I can't find any hint on how to setup nutch to NOT filter/remove my URL parameters. I want to crawl and index some pages where lots of content is hidden behind the same base URLs (like /news.jsp?id=1 /news.jsp?id=2 /news.jsp?id=3 and so on).
- the regex-normalize.xml only removes redundant stuff from the URL (like session id, and trailing ?)
- the regex-urlfilter.txt seems to have a wildcard for my host (+^http://$myHost/)
The crawling works fine so far. Any ideas?
cheers, mana
A part of the solution is hidden here:
configuring nutch regex-normalize.xml
# skip URLs containing certain characters as probable queries, etc.

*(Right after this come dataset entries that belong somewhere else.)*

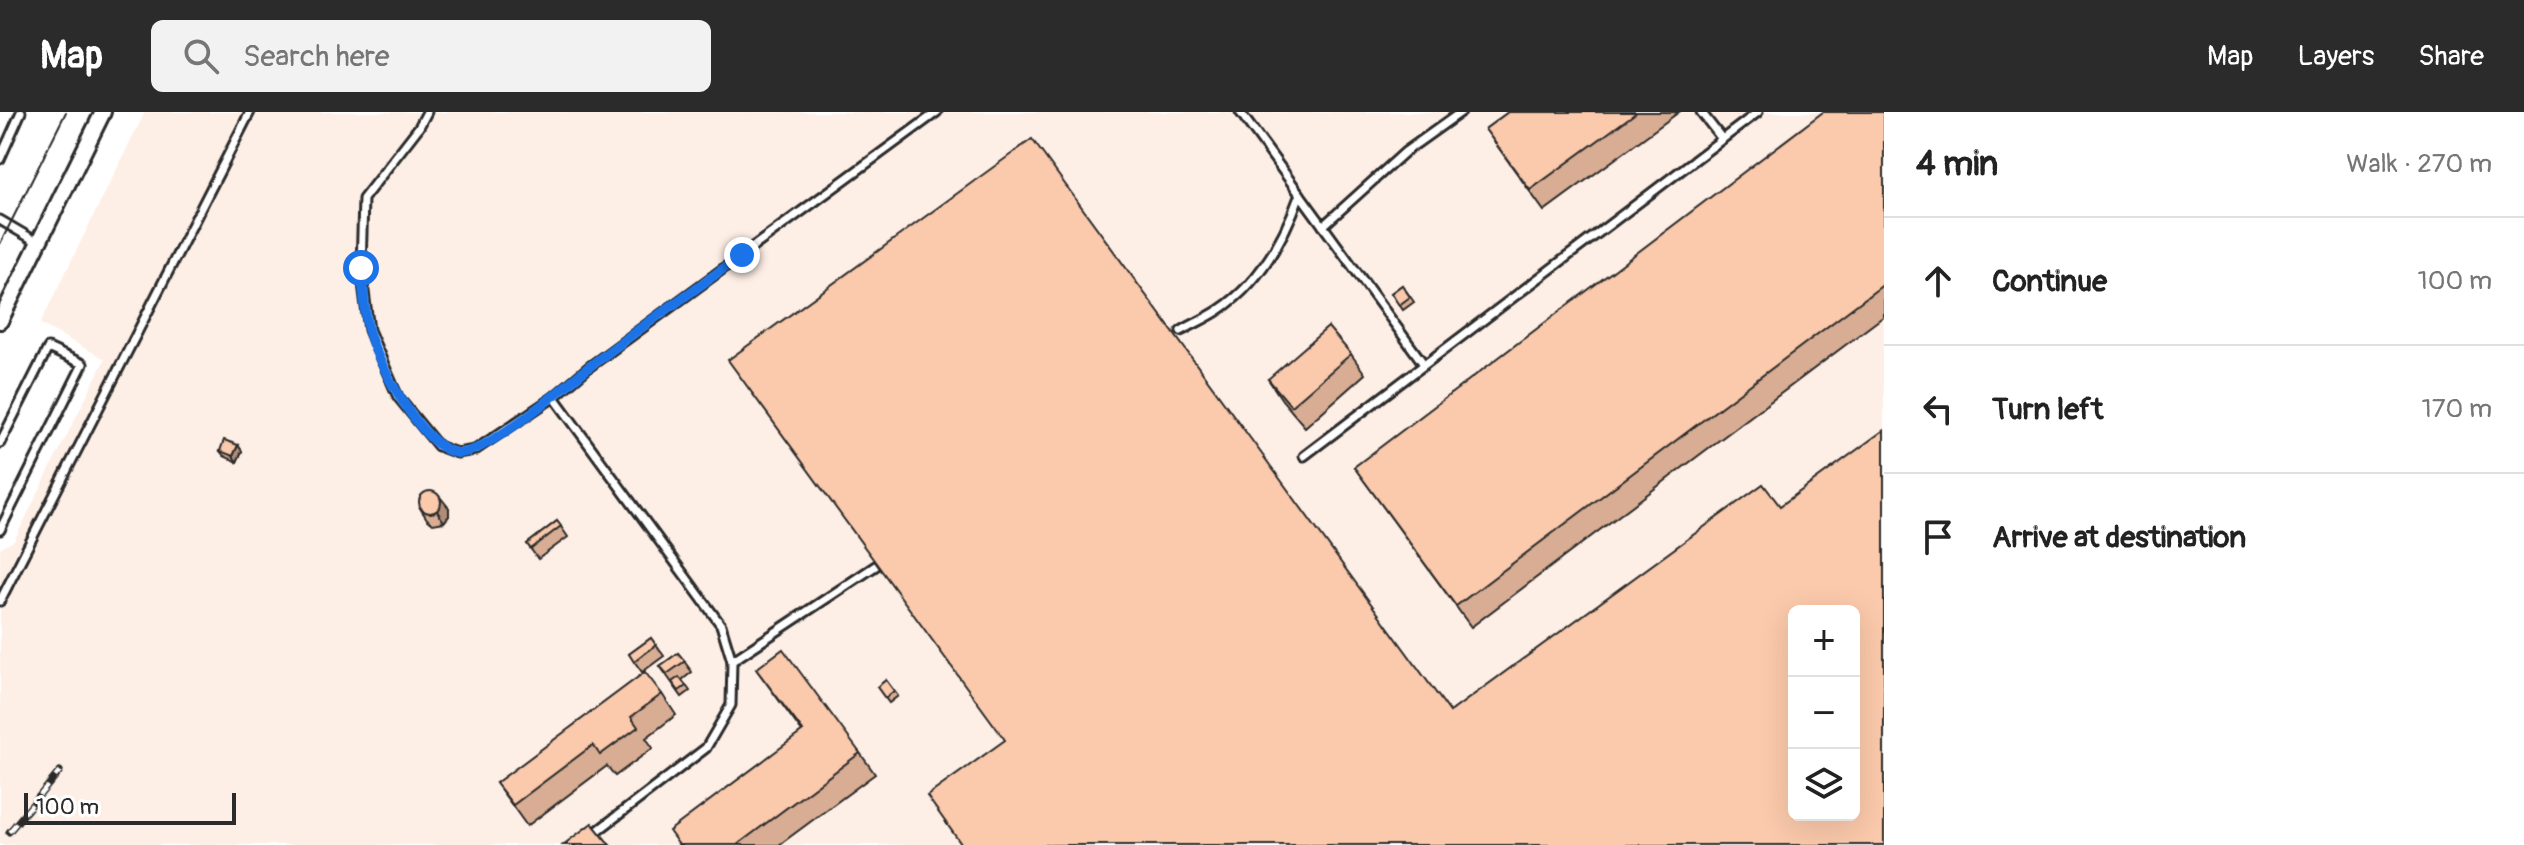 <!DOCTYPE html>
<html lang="en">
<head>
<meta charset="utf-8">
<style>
	:root { --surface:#fff; --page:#f2f2f2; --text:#222; --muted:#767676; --line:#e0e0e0; --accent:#2b2b2b }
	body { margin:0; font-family:Pangolin,sans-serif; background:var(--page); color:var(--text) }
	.controls { position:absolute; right:24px; bottom:24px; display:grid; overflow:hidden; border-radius:12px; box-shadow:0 8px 32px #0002 }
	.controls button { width:72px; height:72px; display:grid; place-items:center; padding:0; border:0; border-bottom:2px solid var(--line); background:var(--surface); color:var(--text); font:40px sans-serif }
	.scale { position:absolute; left:24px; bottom:20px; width:212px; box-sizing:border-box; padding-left:8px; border:4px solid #2b2b2b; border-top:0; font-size:22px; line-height:28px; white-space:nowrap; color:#2b2b2b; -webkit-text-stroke:6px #fff; paint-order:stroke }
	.stop { position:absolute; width:24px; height:24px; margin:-18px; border:6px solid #1a73e8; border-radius:50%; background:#fff }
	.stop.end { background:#1a73e8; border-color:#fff; box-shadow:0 2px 8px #0008 }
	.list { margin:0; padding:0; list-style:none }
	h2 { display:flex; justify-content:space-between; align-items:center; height:104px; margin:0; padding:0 32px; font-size:34px }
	h2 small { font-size:26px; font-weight:400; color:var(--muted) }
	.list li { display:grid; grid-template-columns:52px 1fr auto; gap:24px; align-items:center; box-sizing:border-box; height:128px; padding:0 32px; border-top:2px solid var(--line) }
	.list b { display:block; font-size:30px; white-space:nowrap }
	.list em { font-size:26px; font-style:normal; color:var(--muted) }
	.icon { flex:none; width:44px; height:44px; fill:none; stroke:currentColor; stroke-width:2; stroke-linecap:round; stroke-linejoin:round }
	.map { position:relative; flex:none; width:1884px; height:733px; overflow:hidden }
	header { display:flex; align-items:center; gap:48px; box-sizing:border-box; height:112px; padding:0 40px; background:var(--accent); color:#fff }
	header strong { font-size:38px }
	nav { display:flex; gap:44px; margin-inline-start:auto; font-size:28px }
	.search { width:560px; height:72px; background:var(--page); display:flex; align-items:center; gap:20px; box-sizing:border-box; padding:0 28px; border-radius:12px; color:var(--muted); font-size:30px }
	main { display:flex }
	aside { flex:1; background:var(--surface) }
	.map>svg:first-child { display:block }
	.built { fill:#feefe6; fill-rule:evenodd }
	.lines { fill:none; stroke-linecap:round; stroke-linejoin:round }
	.service-casing { stroke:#2b2b2b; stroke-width:13 }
	.minor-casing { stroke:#2b2b2b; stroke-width:20 }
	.service { stroke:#fff; stroke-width:7 }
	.minor { stroke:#fff; stroke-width:14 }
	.tram { stroke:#2b2b2b; stroke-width:2 }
	.rail-casing { stroke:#2b2b2b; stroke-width:7 }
	.rail { stroke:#fff; stroke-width:4; stroke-dasharray:12; stroke-linecap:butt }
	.wall { fill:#d8ad93; stroke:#2b2b2b; stroke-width:2 }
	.shaded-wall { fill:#b08d78; stroke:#2b2b2b; stroke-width:2 }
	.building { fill:#fbc9ab; stroke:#2b2b2b; stroke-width:2; fill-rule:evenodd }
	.route { stroke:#1a73e8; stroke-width:10 }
</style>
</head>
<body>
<header>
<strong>Map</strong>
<div class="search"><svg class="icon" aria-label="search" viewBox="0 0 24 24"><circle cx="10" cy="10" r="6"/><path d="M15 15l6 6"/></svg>Search here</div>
<nav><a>Map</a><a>Layers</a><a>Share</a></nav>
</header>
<main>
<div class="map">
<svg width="1884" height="733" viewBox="0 0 1884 733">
	<rect width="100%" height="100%" fill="#fff"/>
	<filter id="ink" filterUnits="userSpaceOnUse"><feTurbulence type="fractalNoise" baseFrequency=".0125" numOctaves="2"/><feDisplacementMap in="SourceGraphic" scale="16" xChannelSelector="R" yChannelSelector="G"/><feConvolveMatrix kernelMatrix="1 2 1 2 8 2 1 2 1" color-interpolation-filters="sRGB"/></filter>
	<g filter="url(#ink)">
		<path class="built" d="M145 0H1884V733H0V436L14 429 105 247 40 212ZM1794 499H1854V703H1794Z"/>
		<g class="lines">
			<g class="service-casing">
				<g id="service">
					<polyline points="427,0 419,15 363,87 361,156 369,218 398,285 438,334 457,341 475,338 554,285 589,255 937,0"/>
					<polyline points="1240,0 1423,251"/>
					<polyline points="1701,0 1722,27"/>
					<polyline points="0,47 21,0"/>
					<polyline points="0,108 39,131"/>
					<polyline points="1323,114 1405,40 1461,0"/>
					<path d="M1181 219C1193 212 1207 206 1219 198 1260 171 1284 127 1300 82"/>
					<polyline points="554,285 721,513 732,549 731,593 706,636 579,733"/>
					<polyline points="0,331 48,236 83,252 0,418"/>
					<polyline points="1304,344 1758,0"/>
					<polyline points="0,489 250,0"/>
					<polyline points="732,549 880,451"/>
				</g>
			</g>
			<g class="minor-casing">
				<polyline id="minor" points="0,209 103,0"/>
			</g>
			<use href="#service" class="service"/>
			<use href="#minor" class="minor"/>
			<polyline class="tram" points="0,132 66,0"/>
			<g class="rail-casing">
				<polyline id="rail" points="9,720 60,659"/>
			</g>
			<use href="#rail" class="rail"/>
		</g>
		<g class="wall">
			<polygon points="1508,0 1679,0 1544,99 1485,17"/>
			<polygon points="1884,0 1884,204 1471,515 1354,355"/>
			<polygon points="1402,173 1414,190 1403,198 1391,181"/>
			<polygon points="1351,242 1365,262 1305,315 1282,288 1268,267"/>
			<polygon points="238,333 242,339 237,350 224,344 220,339"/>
			<polygon points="420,396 449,396 449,404 444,410 433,412 427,407"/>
			<polygon points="557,409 568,425 538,447 527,432"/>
			<polygon points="651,526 664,544 642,560 629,542"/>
			<polygon points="678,541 692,560 682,568 690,579 682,585 660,554"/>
			<polygon points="756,557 860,641 875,662 779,733 679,733 802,620"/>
			<polygon points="886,568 898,584 889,591 877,575"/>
			<polygon points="662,582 676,603 646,626 653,636 615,664 607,654 527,714 496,671"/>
		</g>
		<g class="shaded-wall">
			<polygon points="238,333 242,339 237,350 233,344"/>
			<polygon points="441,386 449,396 449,404 444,410 437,399"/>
		</g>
		<g class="building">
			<polygon points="1508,0 1637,0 1530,78 1485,17"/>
			<polygon points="1823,0 1884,0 1884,172 1456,494 1354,355"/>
			<path d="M1032 27 1450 600 1763 372 1780 394 1884 318V733H959L961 732 927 684 1005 628 728 248ZM1794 499H1854V703H1794Z"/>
			<polygon points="1402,173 1410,185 1399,193 1391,181"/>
			<polygon points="1328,215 1351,242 1291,294 1268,267"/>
			<polygon points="224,328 238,333 233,344 220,339"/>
			<circle cx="430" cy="390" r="11"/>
			<polygon points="557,409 561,414 531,437 527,432"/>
			<polygon points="651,526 656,533 634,550 629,542"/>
			<polygon points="783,537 860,641 737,733 679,733 669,719 803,619 756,557"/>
			<polygon points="678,541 685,549 667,562 660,554"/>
			<polygon points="645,560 662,582 631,605 638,615 600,643 593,633 513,693 496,671"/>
			<polygon points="679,565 686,574 679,579 672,570"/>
			<polygon points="886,568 894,579 885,586 877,575"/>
			<polygon points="592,711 610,733 563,733"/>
		</g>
	</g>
	<g class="lines" filter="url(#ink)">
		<path class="route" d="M361 156C364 176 364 197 368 217 375 247 424 340 458 341 486 343 565 274 589 255 639 216 692 180 742 143"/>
	</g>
</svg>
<div class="controls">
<button>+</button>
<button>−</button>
<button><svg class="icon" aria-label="layers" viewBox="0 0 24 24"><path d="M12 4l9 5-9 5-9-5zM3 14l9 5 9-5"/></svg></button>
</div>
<div class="scale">100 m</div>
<div class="stop" style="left:361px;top:156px"></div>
<div class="stop end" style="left:742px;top:143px"></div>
</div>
<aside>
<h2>4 min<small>Walk · 270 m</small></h2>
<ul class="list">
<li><svg class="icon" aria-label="ahead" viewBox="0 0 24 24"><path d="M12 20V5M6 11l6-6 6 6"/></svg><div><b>Continue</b></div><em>100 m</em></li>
<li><svg class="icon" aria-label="left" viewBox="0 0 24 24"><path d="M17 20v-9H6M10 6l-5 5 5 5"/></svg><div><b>Turn left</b></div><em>170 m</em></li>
<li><svg class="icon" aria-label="arrive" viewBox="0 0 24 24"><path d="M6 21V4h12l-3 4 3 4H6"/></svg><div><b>Arrive at destination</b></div></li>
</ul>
</aside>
</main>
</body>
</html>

has to be modfied. One has to allow all chars that may exist in a URL parameter like '?' and '='. The new line looks like
And pages are crawled now with params. But they are not yet send to Solr with parameters (Solr still cuts the parameters from the links)
Nutch has some issues on how to handle relative urls ('?param=value'). Still stuck on that Parameter thing:
see maling list: http://search.lucidimagination.com/search/document/b6011a942b323ba3/problem_with_href_param_value_links
You could create a custom field in a Nutch filter to save the entire URL. As long as you define the same field in the Solr schema with store="true" it will show up in your results. See WritingPluginExample-1.2.
Let me know if you'd like some help.